A vehicle like this with an open rear needs some loads – I have made 4 small crates from scrap, a couple of small barrels from my collection, and a selection of cans. Paint was first sold in cans (according to Wiki) from about 1880 so they are very new in my terms They are made from bits of old scrapped pen tubes with 4 layers of heavy paper; the top two being smaller to replicate the tin lid; the semi-circular handle is a very thin strip from the ever useful pop cans. 1 gallon cans were again from the web, about 8” diameter and 7” tall; I added some smaller ones as well, and some square and oblong cans for variety, these were also made from scrap, wrapped in paper, and have handles from pop can strip. Paint them plain silver and add some small labels to them. They are ten tins in all, and they have been fixed to some 1/2mm sheet to make them easily removable; the tarp bows are not fixed so loads can be added etc., when needed. To go on top of the turtleback roof to the cupboards there are 3 even smaller parcels, these are fitted against the square section styrene glued there to keep them still; they are fixed with ‘sticky wax’ so can be easily removed. 

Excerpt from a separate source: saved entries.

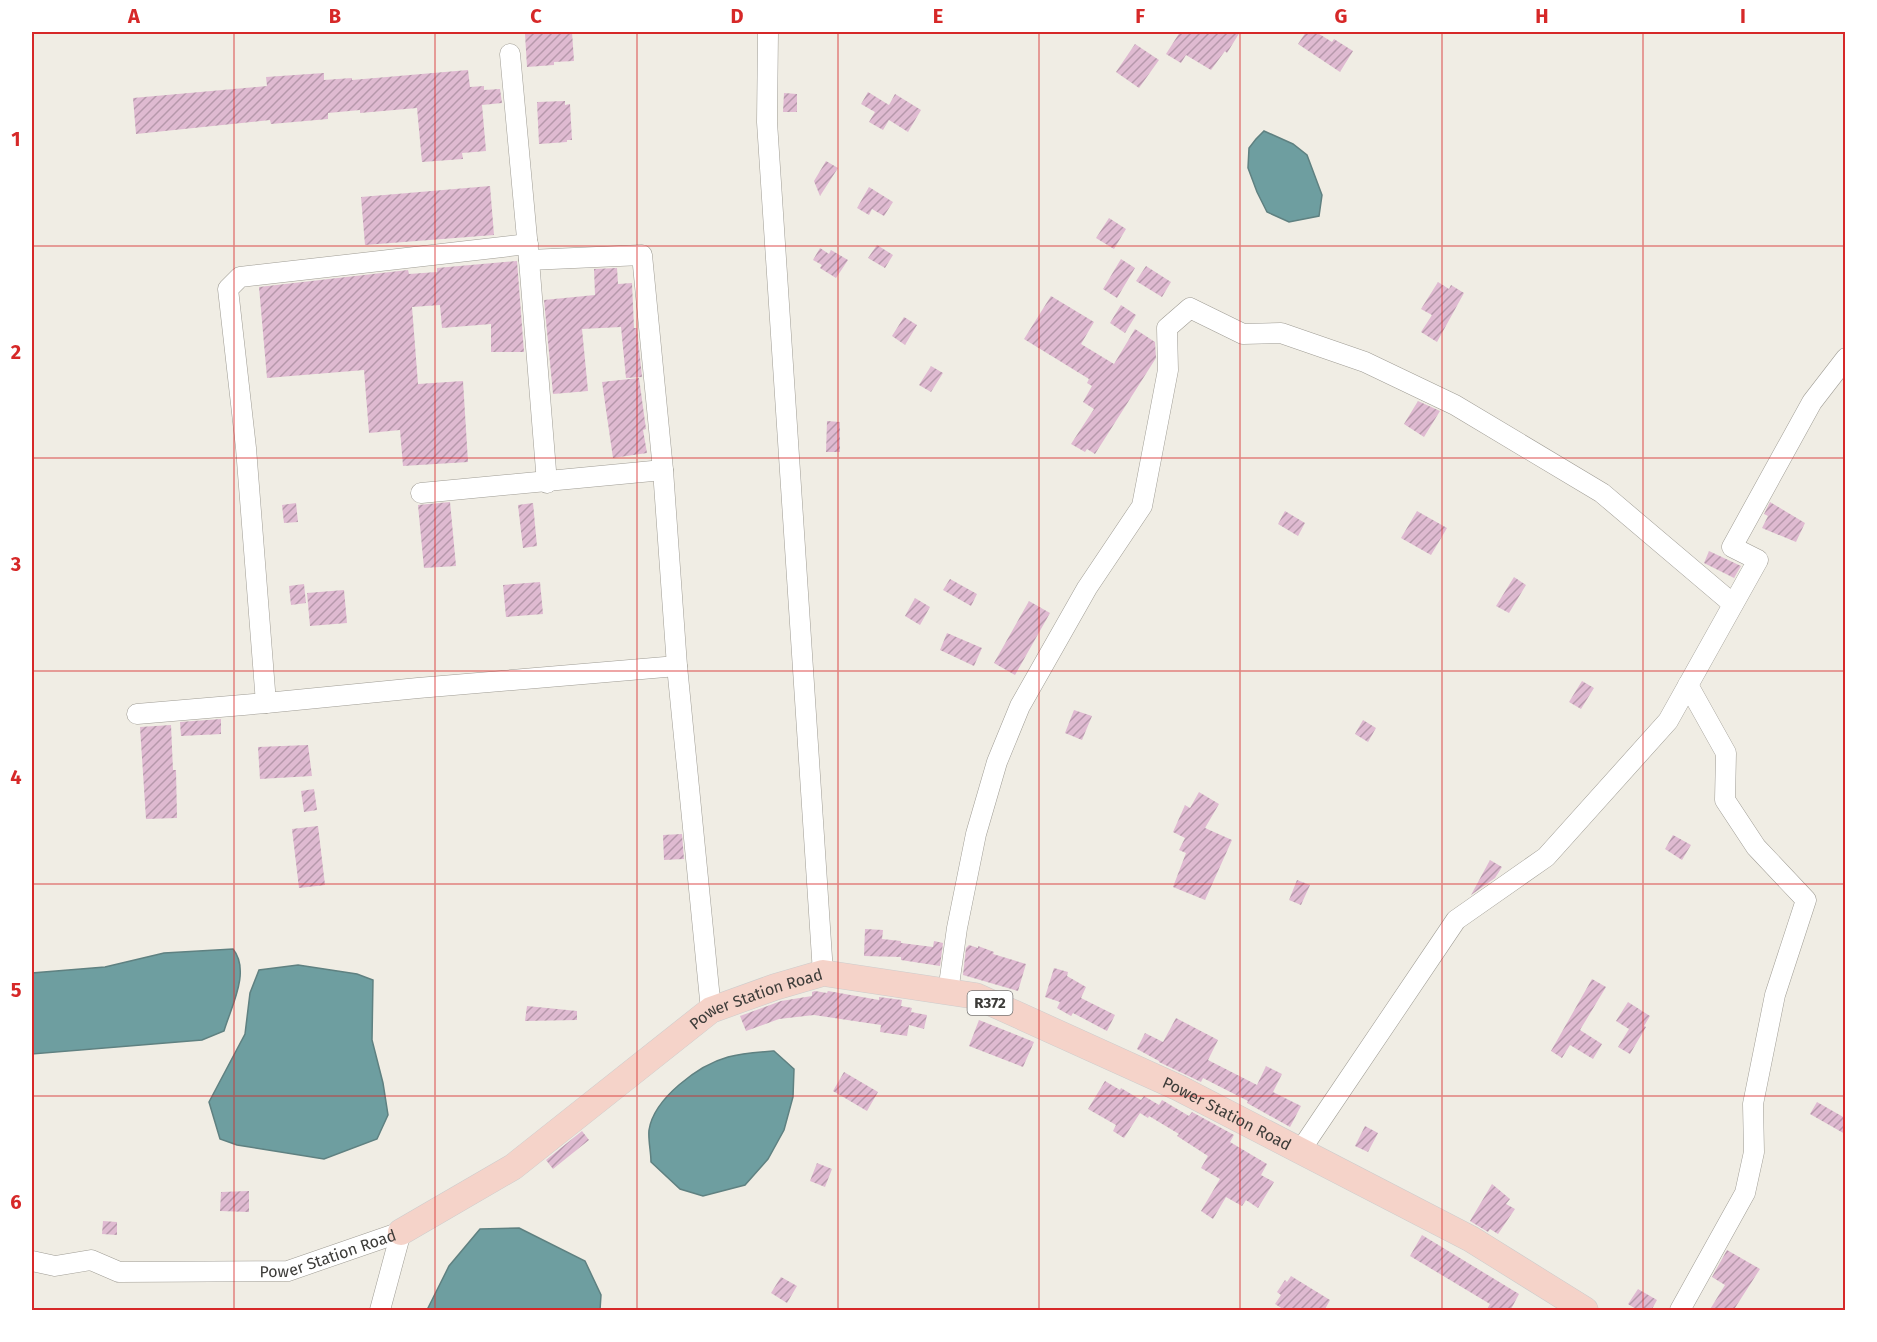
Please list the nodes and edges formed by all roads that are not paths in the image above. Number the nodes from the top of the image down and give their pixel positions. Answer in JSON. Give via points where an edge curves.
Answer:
{"nodes":[{"id":1,"x":768,"y":32,"type":"edge"},
{"id":2,"x":510,"y":54,"type":"dead end"},
{"id":3,"x":528,"y":252,"type":"junction"},
{"id":4,"x":1845,"y":358,"type":"edge"},
{"id":5,"x":663,"y":470,"type":"junction"},
{"id":6,"x":547,"y":483,"type":"junction"},
{"id":7,"x":421,"y":494,"type":"dead end"},
{"id":8,"x":1733,"y":604,"type":"junction"},
{"id":9,"x":677,"y":666,"type":"junction"},
{"id":10,"x":1688,"y":685,"type":"junction"},
{"id":11,"x":266,"y":703,"type":"junction"},
{"id":12,"x":137,"y":714,"type":"dead end"},
{"id":13,"x":823,"y":973,"type":"junction"},
{"id":14,"x":948,"y":992,"type":"junction"},
{"id":15,"x":711,"y":1010,"type":"junction"},
{"id":16,"x":1300,"y":1151,"type":"junction"},
{"id":17,"x":400,"y":1232,"type":"junction"},
{"id":18,"x":32,"y":1261,"type":"edge"},
{"id":19,"x":380,"y":1311,"type":"edge"},
{"id":20,"x":1585,"y":1311,"type":"edge"},
{"id":21,"x":1680,"y":1311,"type":"edge"}],
"edges":[{"from":1,"to":13,"type":"street","via":[[768,133]]},
{"from":2,"to":3,"type":"street"},
{"from":3,"to":5,"type":"street","via":[[642,255]]},
{"from":3,"to":6,"type":"street"},
{"from":3,"to":11,"type":"street","via":[[240,277],[228,289],[246,448]]},
{"from":4,"to":8,"type":"street","via":[[1812,402],[1732,548],[1758,560]]},
{"from":5,"to":6,"type":"street"},
{"from":5,"to":9,"type":"street"},
{"from":6,"to":7,"type":"street"},
{"from":8,"to":10,"type":"street"},
{"from":8,"to":14,"type":"street","via":[[1602,493],[1455,405],[1365,362],[1281,333],[1243,334],[1190,308],[1167,328],[1168,370],[1142,506],[1087,588],[1020,706],[997,762],[976,834]]},
{"from":9,"to":11,"type":"street"},
{"from":9,"to":15,"type":"street"},
{"from":10,"to":16,"type":"street","via":[[1668,721],[1546,857],[1456,920]]},
{"from":10,"to":21,"type":"street","via":[[1726,753],[1725,800],[1756,847],[1806,900],[1775,995],[1753,1104],[1754,1152],[1745,1192]]},
{"from":11,"to":12,"type":"street"},
{"from":13,"to":14,"type":"main road","name":"Power Station Road","number":"R372"},
{"from":13,"to":15,"type":"main road","name":"Power Station Road","number":"R372"},
{"from":14,"to":16,"type":"main road","name":"Power Station Road","number":"R372","via":[[976,996],[1179,1088]]},
{"from":15,"to":17,"type":"main road","name":"Power Station Road","number":"R372","via":[[513,1167]]},
{"from":16,"to":20,"type":"main road","name":"Power Station Road","number":"R372","via":[[1471,1239]]},
{"from":17,"to":18,"type":"street","name":"Power Station Road","via":[[288,1271],[119,1272],[91,1260],[55,1266]]},
{"from":17,"to":19,"type":"street"}]}
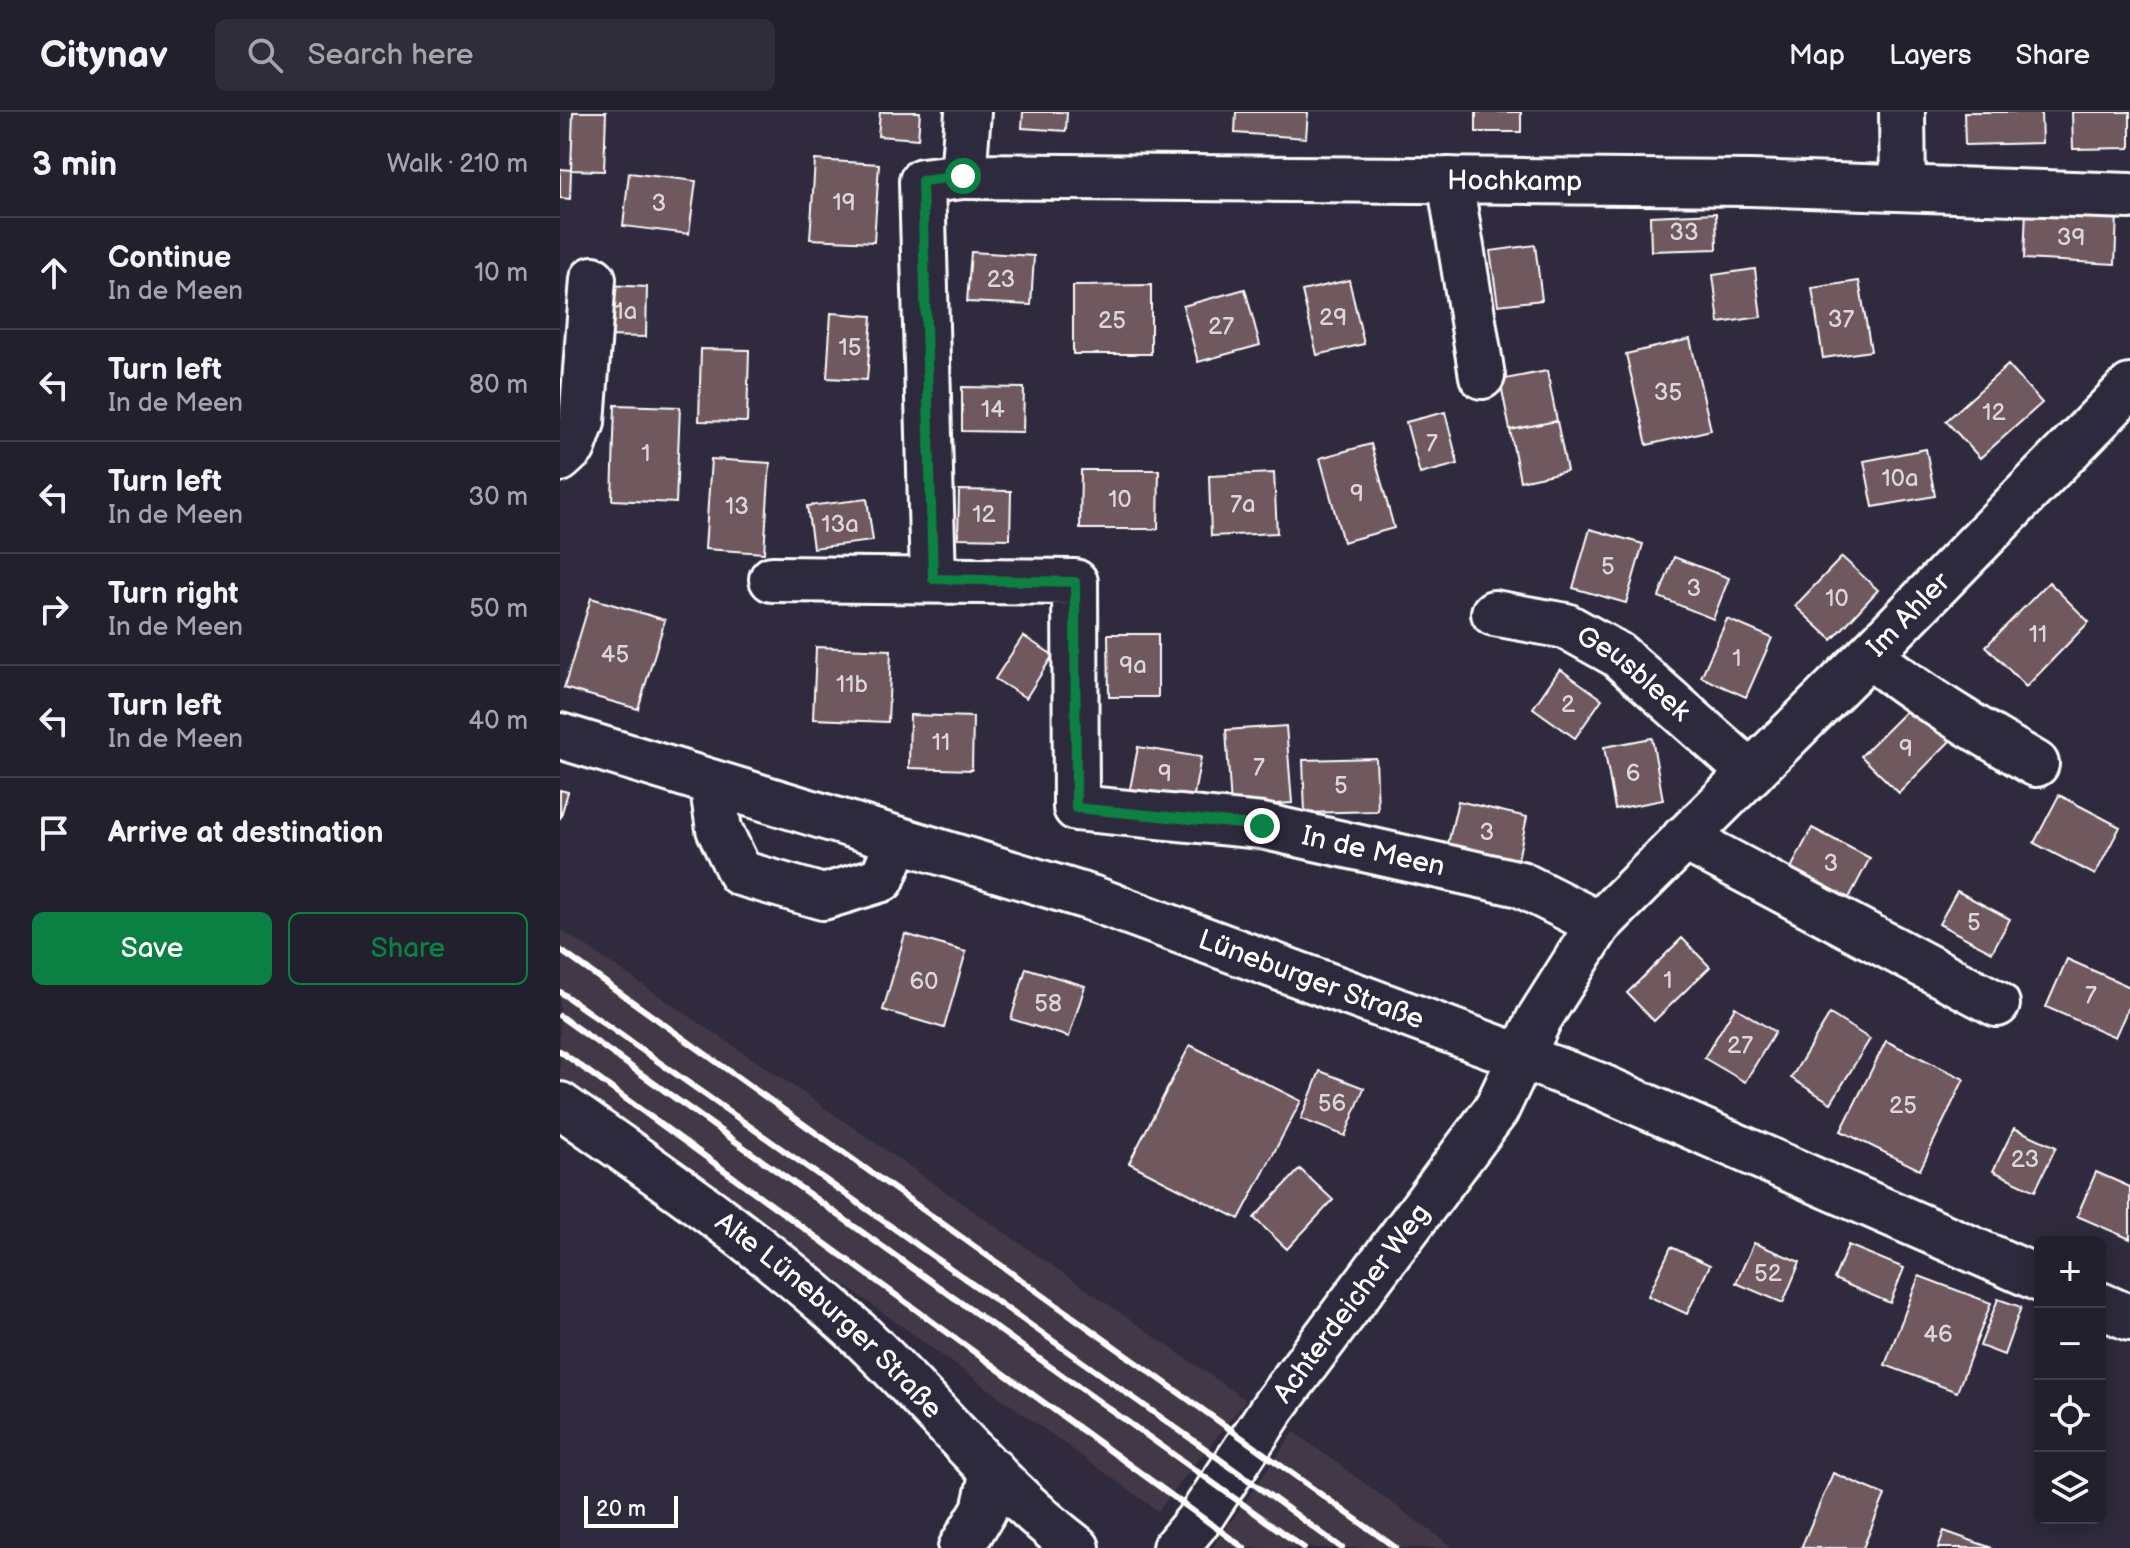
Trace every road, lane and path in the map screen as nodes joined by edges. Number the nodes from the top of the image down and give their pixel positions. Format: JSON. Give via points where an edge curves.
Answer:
{"nodes":[{"id":1,"x":968,"y":112,"type":"edge"},
{"id":2,"x":1902,"y":112,"type":"edge"},
{"id":3,"x":963,"y":176,"type":"junction"},
{"id":4,"x":1450,"y":180,"type":"junction"},
{"id":5,"x":1903,"y":188,"type":"junction"},
{"id":6,"x":2130,"y":196,"type":"edge"},
{"id":7,"x":593,"y":279,"type":"dead end"},
{"id":8,"x":1482,"y":376,"type":"dead end"},
{"id":9,"x":2130,"y":387,"type":"edge"},
{"id":10,"x":560,"y":459,"type":"edge"},
{"id":11,"x":772,"y":579,"type":"dead end"},
{"id":12,"x":933,"y":579,"type":"junction"},
{"id":13,"x":1494,"y":613,"type":"dead end"},
{"id":14,"x":1869,"y":655,"type":"junction"},
{"id":15,"x":560,"y":736,"type":"edge"},
{"id":16,"x":2036,"y":764,"type":"dead end"},
{"id":17,"x":1751,"y":773,"type":"junction"},
{"id":18,"x":712,"y":783,"type":"junction"},
{"id":19,"x":1684,"y":838,"type":"junction"},
{"id":20,"x":898,"y":840,"type":"junction"},
{"id":21,"x":1599,"y":924,"type":"junction"},
{"id":22,"x":1997,"y":1004,"type":"dead end"},
{"id":23,"x":1522,"y":1056,"type":"junction"},
{"id":24,"x":560,"y":1105,"type":"edge"},
{"id":25,"x":2034,"y":1276,"type":"edge"},
{"id":26,"x":2106,"y":1308,"type":"edge"},
{"id":27,"x":2130,"y":1318,"type":"edge"},
{"id":28,"x":993,"y":1471,"type":"junction"},
{"id":29,"x":961,"y":1548,"type":"edge"},
{"id":30,"x":1077,"y":1548,"type":"edge"},
{"id":31,"x":1175,"y":1548,"type":"edge"}],
"edges":[{"from":1,"to":3,"type":"street"},
{"from":2,"to":5,"type":"street"},
{"from":3,"to":4,"type":"street","name":"Hochkamp"},
{"from":3,"to":12,"type":"street","via":[[922,181]]},
{"from":4,"to":5,"type":"street","name":"Hochkamp"},
{"from":4,"to":8,"type":"street"},
{"from":5,"to":6,"type":"street","name":"Hochkamp"},
{"from":7,"to":10,"type":"street","via":[[582,422],[573,447]]},
{"from":9,"to":14,"type":"street","name":"Im Ahler"},
{"from":11,"to":12,"type":"street","name":"In de Meen"},
{"from":12,"to":21,"type":"street","name":"In de Meen","via":[[1075,582],[1076,808],[1262,826],[1520,884]]},
{"from":13,"to":17,"type":"street","name":"Geusbleek","via":[[1566,626],[1595,640]]},
{"from":14,"to":16,"type":"street","via":[[1905,684]]},
{"from":14,"to":17,"type":"street","name":"Im Ahler"},
{"from":15,"to":18,"type":"street","name":"Lüneburger Straße"},
{"from":17,"to":19,"type":"street","name":"Im Ahler"},
{"from":18,"to":20,"type":"street","name":"Lüneburger Straße"},
{"from":18,"to":20,"type":"street","via":[[719,829],[740,873],[823,897],[882,879]]},
{"from":19,"to":21,"type":"street","name":"Im Ahler"},
{"from":19,"to":22,"type":"street"},
{"from":20,"to":23,"type":"street","name":"Lüneburger Straße","via":[[1091,898]]},
{"from":21,"to":23,"type":"street","name":"Im Ahler"},
{"from":23,"to":25,"type":"street","name":"Lüneburger Straße"},
{"from":23,"to":31,"type":"street","name":"Achterdeicher Weg","via":[[1496,1110]]},
{"from":24,"to":28,"type":"street","name":"Alte Lüneburger Straße","via":[[718,1216],[846,1322]]},
{"from":26,"to":27,"type":"street"},
{"from":28,"to":29,"type":"street","via":[[984,1510]]},
{"from":28,"to":30,"type":"street","name":"Alte Lüneburger Straße","via":[[1040,1520]]}]}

The driver is a figure from the Schliech ‘covered wagon set and is the right size, the ‘Chinese copy figures’ (off E-bay) are the same size but are noticeably thinner, at least there is going to be some variety! 





The base has been painted and the vehicle is now secured to it so the camera was brought into use for some more photos – here they are.










The chassis ready to be fixed to the body(in due course!)










Body & chassis united











Now complete with a re-painted horse, and a driver as well. Note the timber hung i the hooks on the cab supports and the rear vertical as well.











Some of the 'loads' made for the rear bed, with a ruler (in mm) for size. 











Finally the crates for variety in loads available, also the 'tarp bows' can be seen the rear one now has been painted!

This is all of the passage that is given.